# Dataset items
┌──

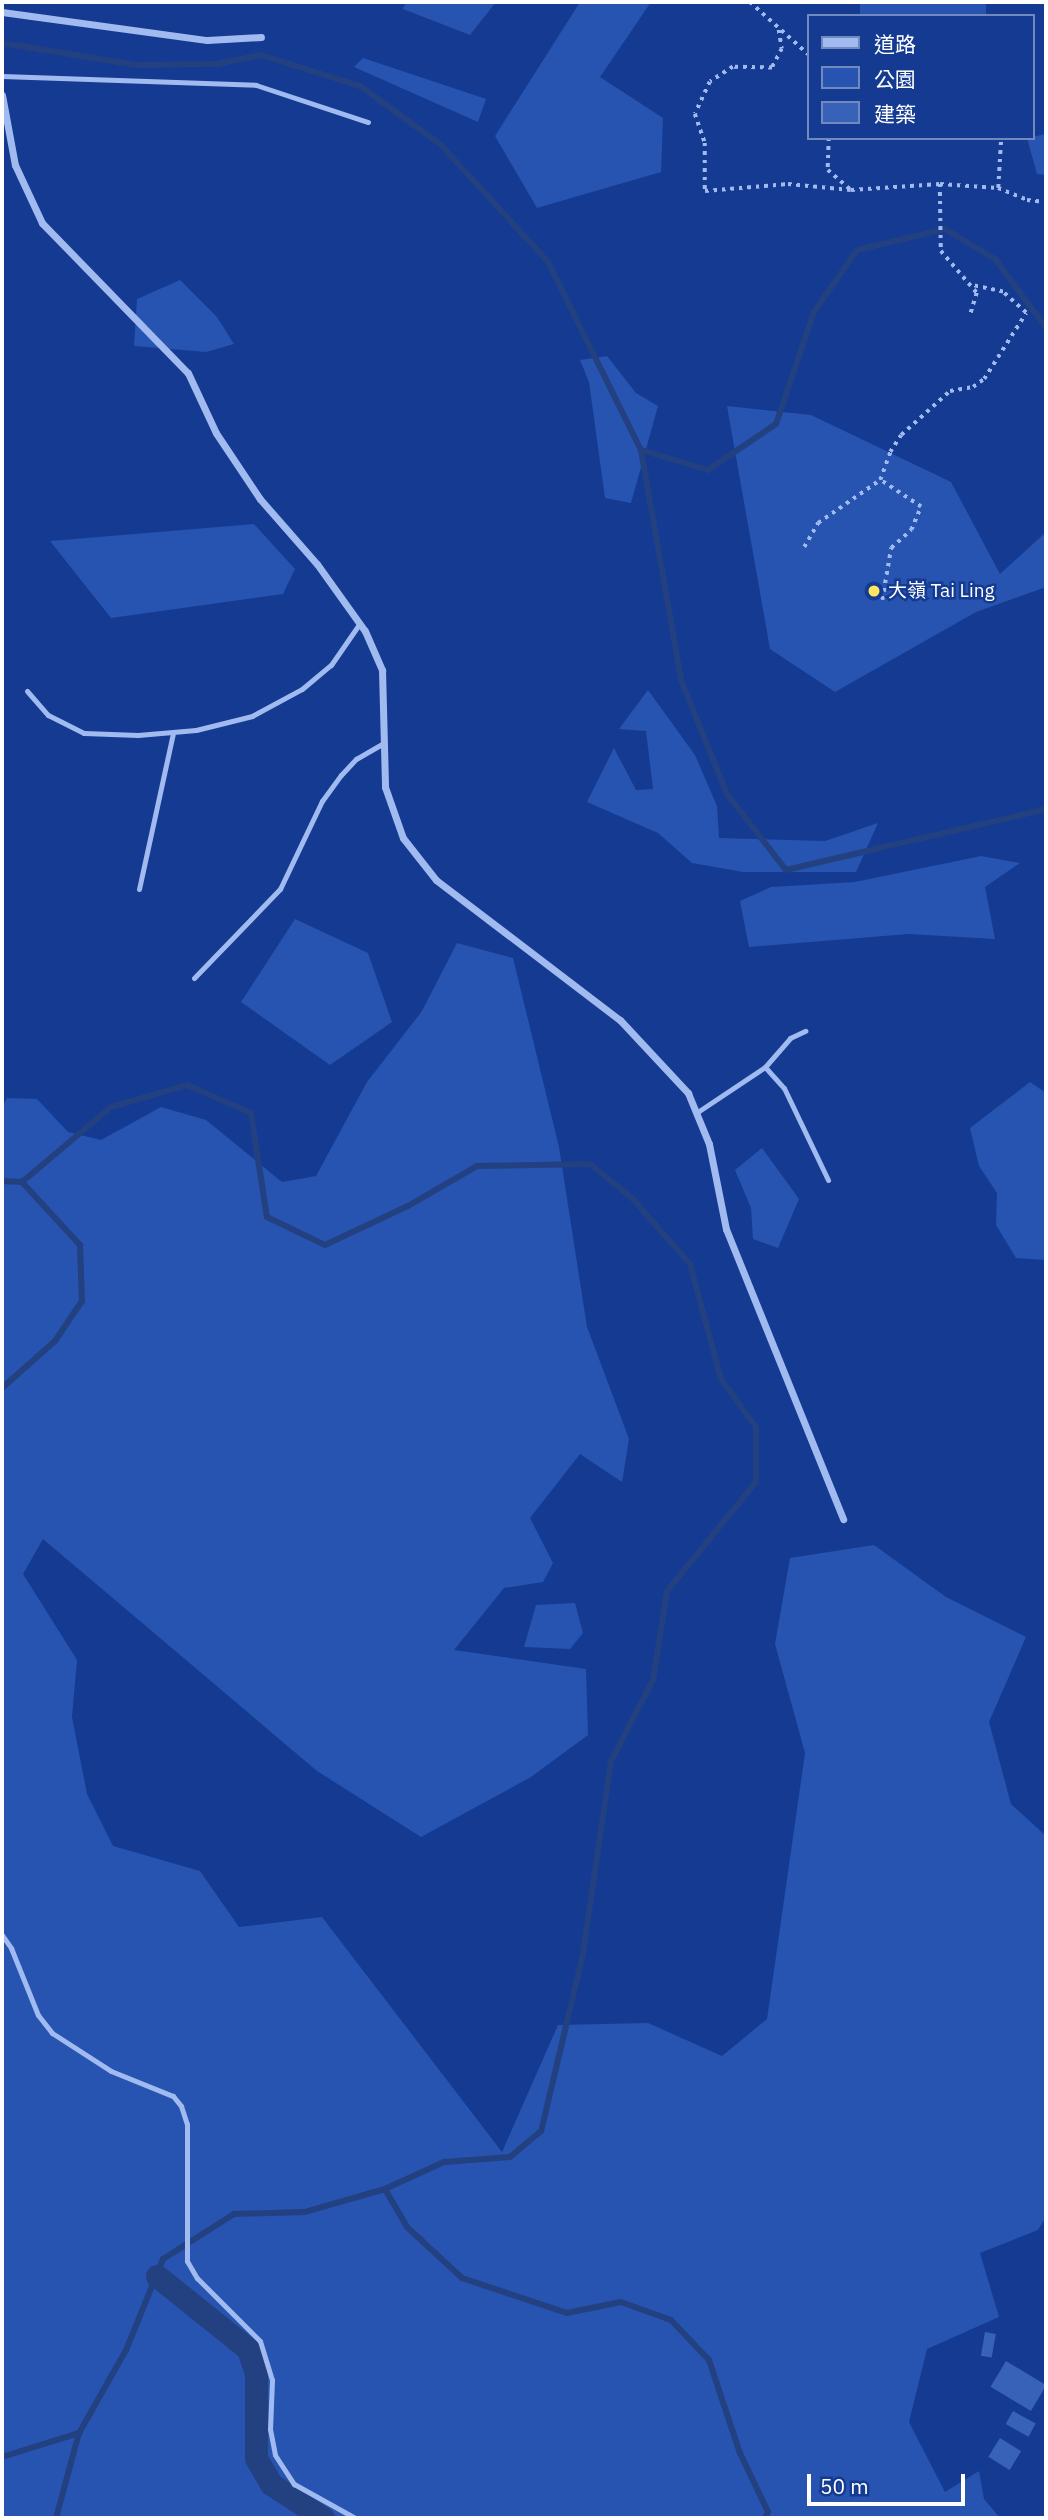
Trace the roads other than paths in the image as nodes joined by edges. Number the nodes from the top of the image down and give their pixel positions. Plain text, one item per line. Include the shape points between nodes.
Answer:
1 (2, 12) edge
2 (261, 37) dead end
3 (2, 76) edge
4 (2, 95) edge
5 (368, 122) dead end
6 (360, 623) junction
7 (27, 691) dead end
8 (173, 733) junction
9 (387, 742) junction
10 (139, 889) dead end
11 (194, 978) dead end
12 (805, 1031) dead end
13 (765, 1067) junction
14 (696, 1113) junction
15 (828, 1180) dead end
16 (843, 1519) dead end
17 (2, 1935) edge
18 (355, 2518) edge

1 - 2 street via 169,36
3 - 5 lane via 256,85
4 - 6 street via 15,165 42,223 188,373 216,433 260,499 317,564
6 - 8 lane via 331,665 302,690 252,716
6 - 9 street via 382,670
7 - 8 lane via 48,715 84,733
8 - 10 lane
9 - 11 lane via 356,759 341,775 322,801 280,889
9 - 14 street via 385,787 403,838 436,880 620,1020 688,1093
12 - 13 lane via 790,1038
13 - 14 lane
13 - 15 lane via 784,1088
14 - 16 street via 709,1144 726,1229
17 - 18 lane via 38,2015 52,2033 111,2071 173,2096 181,2106 187,2124 187,2261 197,2278 260,2342 272,2380 270,2429 275,2455 294,2484

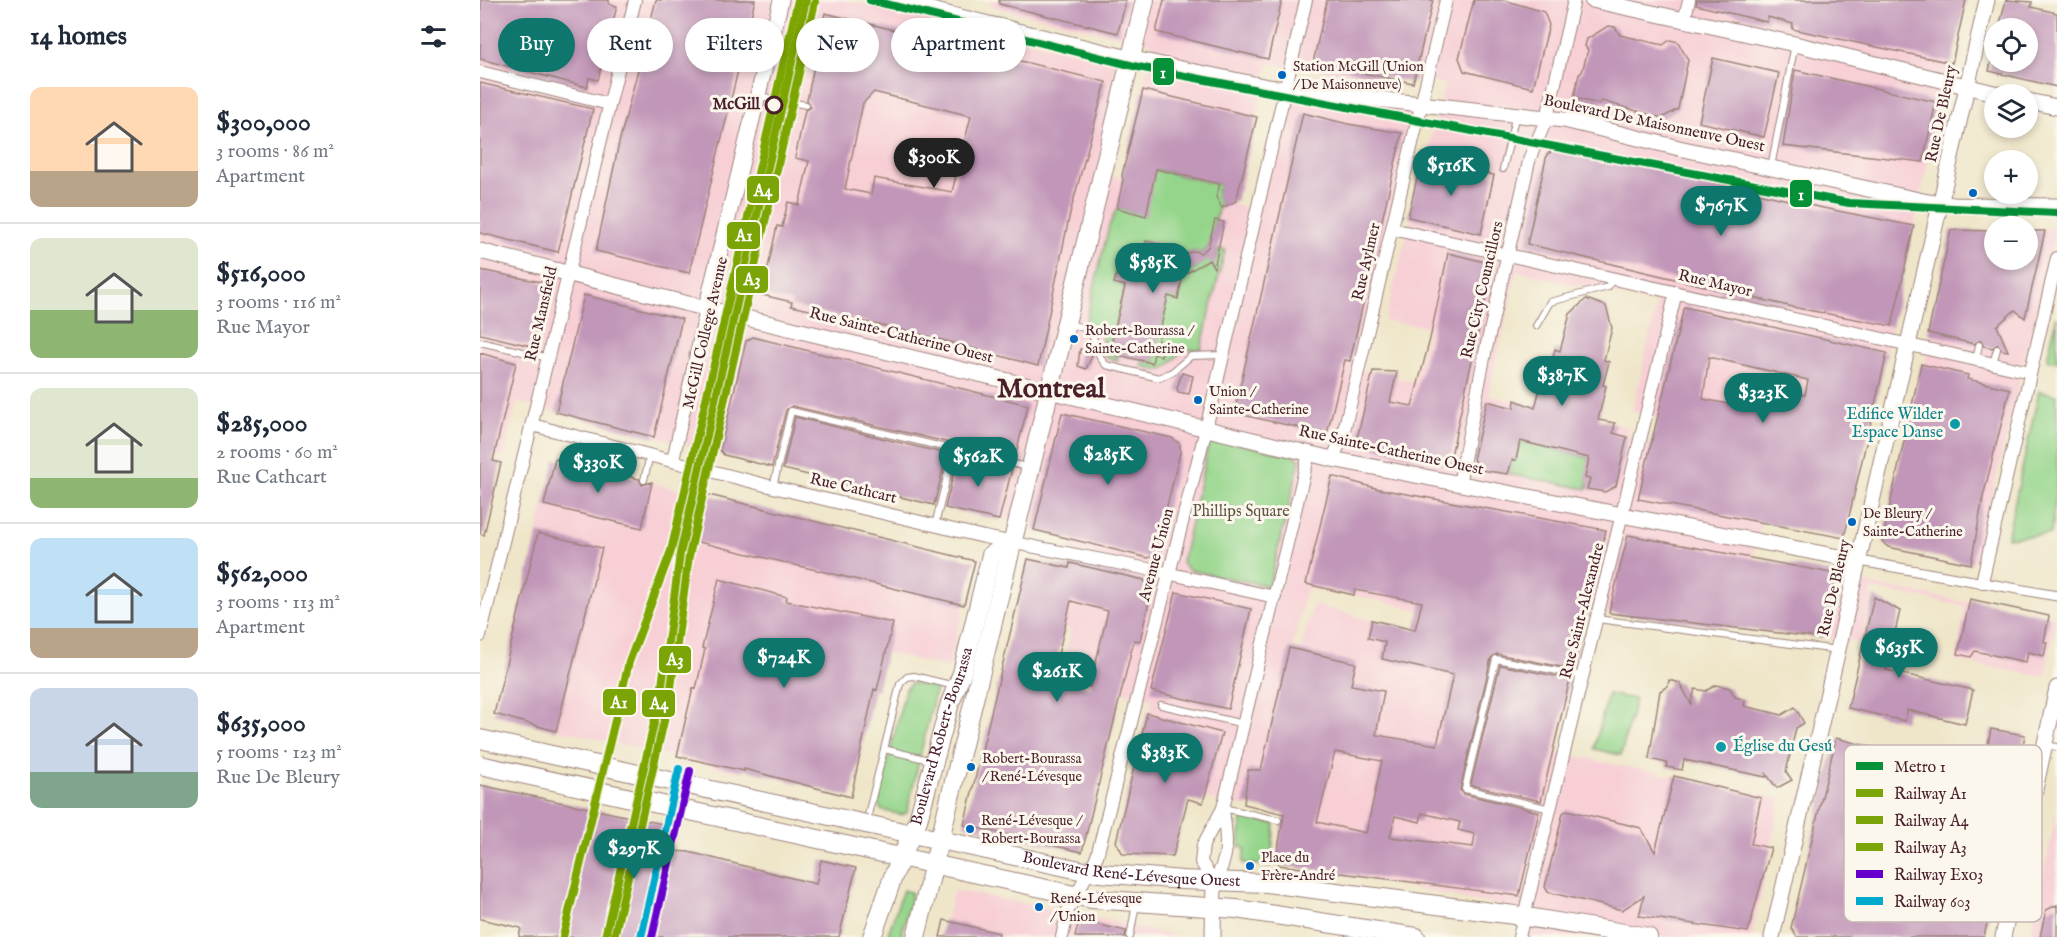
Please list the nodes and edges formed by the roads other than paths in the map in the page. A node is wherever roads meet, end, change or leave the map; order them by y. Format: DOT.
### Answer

└──

From the first line to the last, copy the records above exactly and leave out the pictures.

Trace the roads other than paths in the image as nodes joined by edges. Number the nodes from the top of the image down and give their pixel positions. Plain text, one item per line. Include the shape points between nodes.
Answer:
1 (2, 12) edge
2 (261, 37) dead end
3 (2, 76) edge
4 (2, 95) edge
5 (368, 122) dead end
6 (360, 623) junction
7 (27, 691) dead end
8 (173, 733) junction
9 (387, 742) junction
10 (139, 889) dead end
11 (194, 978) dead end
12 (805, 1031) dead end
13 (765, 1067) junction
14 (696, 1113) junction
15 (828, 1180) dead end
16 (843, 1519) dead end
17 (2, 1935) edge
18 (355, 2518) edge

1 - 2 street via 169,36
3 - 5 lane via 256,85
4 - 6 street via 15,165 42,223 188,373 216,433 260,499 317,564
6 - 8 lane via 331,665 302,690 252,716
6 - 9 street via 382,670
7 - 8 lane via 48,715 84,733
8 - 10 lane
9 - 11 lane via 356,759 341,775 322,801 280,889
9 - 14 street via 385,787 403,838 436,880 620,1020 688,1093
12 - 13 lane via 790,1038
13 - 14 lane
13 - 15 lane via 784,1088
14 - 16 street via 709,1144 726,1229
17 - 18 lane via 38,2015 52,2033 111,2071 173,2096 181,2106 187,2124 187,2261 197,2278 260,2342 272,2380 270,2429 275,2455 294,2484

Please list the nodes and edges formed by the roads other than paths in the map in the page. A node is wherever roads meet, end, change or leave the map; order them by y. Format: DOT.
### Answer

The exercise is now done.